Легенда о рыцаре тайги. Юнгу звали Спартак(Историко-приключенческие повести)
Шрифт:
— Вы рассуждаете как революционер.
— А я и есть революционер!
И в это время раздался возмущенный возглас:
— Значит, по-твоему, я жадюга?!
Увлеченные своей беседой, взрослые наконец заметили, что между их детьми назревает драка, и они поспешили вмешаться.
— Не успели познакомиться — уже ссоритесь? — укоризненно покачал головой Мирослав. — Ну, что не поделили?
— Клад! — ляпнул Сергунька.
— Неужто нашли? — удивился капитан Хук.
— Еще нет, но…
— Значит, делите шкуру неубитого медведя? Хороши!
— Он не хочет меня брать, говорит, что я маленький.
— Это правда, — подтвердил Фабиан. — А насчет сокровищ… Послушай, Андрейка, я ведь и в самом деле пошутил тогда. Нет здесь никакого клада.
— А вот и есть! — Андрейка даже топнул ногой. — Хорошо, идемте все.
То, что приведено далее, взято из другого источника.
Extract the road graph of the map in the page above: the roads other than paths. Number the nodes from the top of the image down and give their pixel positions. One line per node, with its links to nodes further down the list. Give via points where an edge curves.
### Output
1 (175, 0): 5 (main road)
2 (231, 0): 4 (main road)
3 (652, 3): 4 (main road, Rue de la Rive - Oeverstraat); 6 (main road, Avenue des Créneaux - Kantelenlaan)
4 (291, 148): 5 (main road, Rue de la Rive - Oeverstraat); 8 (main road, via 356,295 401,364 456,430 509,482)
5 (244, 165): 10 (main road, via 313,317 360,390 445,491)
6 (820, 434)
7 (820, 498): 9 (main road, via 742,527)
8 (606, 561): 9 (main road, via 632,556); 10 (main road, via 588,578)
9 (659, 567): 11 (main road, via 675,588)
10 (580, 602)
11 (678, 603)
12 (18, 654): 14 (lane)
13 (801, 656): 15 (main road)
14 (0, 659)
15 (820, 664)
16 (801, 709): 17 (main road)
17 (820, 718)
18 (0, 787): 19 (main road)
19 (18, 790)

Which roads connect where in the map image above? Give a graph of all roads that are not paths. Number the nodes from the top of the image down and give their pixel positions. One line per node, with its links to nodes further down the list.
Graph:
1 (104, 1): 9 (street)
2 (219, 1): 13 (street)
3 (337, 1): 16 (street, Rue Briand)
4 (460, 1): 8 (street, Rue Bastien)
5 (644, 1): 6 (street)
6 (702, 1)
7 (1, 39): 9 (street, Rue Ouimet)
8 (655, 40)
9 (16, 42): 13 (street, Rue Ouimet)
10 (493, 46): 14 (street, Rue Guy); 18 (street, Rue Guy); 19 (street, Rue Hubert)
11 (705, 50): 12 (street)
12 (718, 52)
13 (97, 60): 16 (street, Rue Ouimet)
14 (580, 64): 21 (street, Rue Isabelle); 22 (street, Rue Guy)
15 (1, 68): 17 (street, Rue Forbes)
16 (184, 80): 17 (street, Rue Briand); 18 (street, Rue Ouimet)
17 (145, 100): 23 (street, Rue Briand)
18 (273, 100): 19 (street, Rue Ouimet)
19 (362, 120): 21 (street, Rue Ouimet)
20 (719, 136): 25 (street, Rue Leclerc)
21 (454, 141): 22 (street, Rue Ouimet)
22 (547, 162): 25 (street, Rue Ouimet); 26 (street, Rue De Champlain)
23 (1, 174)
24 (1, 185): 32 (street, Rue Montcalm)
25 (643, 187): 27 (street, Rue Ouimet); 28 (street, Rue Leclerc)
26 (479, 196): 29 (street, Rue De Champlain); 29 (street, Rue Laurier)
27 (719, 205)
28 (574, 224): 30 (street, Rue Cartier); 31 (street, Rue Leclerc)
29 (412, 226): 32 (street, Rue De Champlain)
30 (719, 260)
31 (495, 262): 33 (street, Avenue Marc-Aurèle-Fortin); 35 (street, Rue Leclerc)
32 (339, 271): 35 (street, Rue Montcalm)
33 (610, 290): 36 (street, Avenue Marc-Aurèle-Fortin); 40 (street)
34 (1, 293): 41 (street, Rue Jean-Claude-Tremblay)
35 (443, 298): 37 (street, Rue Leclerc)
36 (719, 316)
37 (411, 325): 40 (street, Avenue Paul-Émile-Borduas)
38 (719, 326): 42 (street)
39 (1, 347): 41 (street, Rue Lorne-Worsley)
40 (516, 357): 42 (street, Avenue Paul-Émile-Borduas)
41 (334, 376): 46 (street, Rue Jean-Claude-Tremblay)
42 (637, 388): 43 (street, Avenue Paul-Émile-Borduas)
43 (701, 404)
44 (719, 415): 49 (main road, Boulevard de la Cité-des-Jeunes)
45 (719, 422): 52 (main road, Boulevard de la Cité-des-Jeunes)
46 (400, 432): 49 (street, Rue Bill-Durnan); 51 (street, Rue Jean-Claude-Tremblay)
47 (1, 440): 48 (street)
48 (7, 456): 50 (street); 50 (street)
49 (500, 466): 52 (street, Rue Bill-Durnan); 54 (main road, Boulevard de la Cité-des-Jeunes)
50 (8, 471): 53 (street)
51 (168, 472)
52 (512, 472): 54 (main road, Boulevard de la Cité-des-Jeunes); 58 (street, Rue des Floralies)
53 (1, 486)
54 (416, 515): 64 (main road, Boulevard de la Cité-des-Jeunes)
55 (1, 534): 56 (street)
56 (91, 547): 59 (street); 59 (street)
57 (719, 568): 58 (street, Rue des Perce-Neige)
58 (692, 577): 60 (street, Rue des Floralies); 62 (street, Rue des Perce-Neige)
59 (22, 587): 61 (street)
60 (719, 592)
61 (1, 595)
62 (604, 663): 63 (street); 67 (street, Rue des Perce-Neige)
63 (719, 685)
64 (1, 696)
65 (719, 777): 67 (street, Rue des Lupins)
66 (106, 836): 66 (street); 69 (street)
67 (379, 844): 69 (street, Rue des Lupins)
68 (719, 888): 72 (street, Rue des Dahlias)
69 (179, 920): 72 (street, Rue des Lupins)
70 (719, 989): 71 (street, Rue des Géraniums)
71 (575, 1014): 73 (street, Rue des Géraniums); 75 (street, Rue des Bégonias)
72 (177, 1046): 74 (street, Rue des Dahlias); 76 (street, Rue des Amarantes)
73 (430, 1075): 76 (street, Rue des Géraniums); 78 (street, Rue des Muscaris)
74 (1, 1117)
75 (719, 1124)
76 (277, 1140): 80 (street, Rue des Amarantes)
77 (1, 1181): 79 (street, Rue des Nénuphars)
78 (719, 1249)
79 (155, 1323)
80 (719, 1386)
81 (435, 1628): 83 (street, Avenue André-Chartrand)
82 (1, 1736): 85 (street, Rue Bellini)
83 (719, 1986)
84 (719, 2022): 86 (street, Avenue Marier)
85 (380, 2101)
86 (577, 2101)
Пусть и он идет, — кивнул на Сергуньку. — Сами увидите… Только вот отец не соглашается…
— Ладно, — смилостивился Мирослав. — Завтра праздник, все отдыхают… Пойдем, побродим по острову. Заодно проверю одно свое предположение… А сейчас погуляйте здесь, мы с капитаном ненадолго сходим в контору. Да смотрите больше не ссорьтесь. Андрейка, будь за хозяина, покажи гостю прииск.
Андрейке не нравился прииск, вернее, он интересовал его только первые несколько дней, а потом он невзлюбил его, ревнуя к нему отца. А когда что-то не любишь, то и рассказывать неохота.
— Вон шурфы, из них достают породу, а это вашгерд, здесь получают шлих, а уж из него золото… — безо всякого энтузиазма рассказывал Андрейка.
— Ну и объяснил! — хмыкнул Сергунька. — Ничего не понятно.
— Да ничего тут интересного нет. Чтобы получить вот такусенькую золотинку, надо перелопатить во-от такую кучу песка и камней! Ерунда, в общем. То ли дело клад! Вот откопаем пиратский сундучище с золотом и драгоценными каменьями, весь прииск ахнет!
Работы сворачивались. Мужики поднимались из забоев, бабы перестали качать насосы, подающие воду на вашгерды. Плюгавый и с виду злющий штейгер, кидая настороженные взгляды по сторонам, ссыпал намытое золото в железную кружку и удалился. Приискатели потянулись к конторе, за жалованьем.
Мальчики с жалостью смотрели на усталых рабочих, на их изможденные серые лица, на их ветхую лопотишку: рваные кафтаны, рубахи и пряденики [69] , измазанные глиной. Костлявый сутулый мужик, до глаз заросший сизой щетиной, получив деньги, вздыхал:
— Эх-ма! Сколь не пересчитывай — не прибавляется!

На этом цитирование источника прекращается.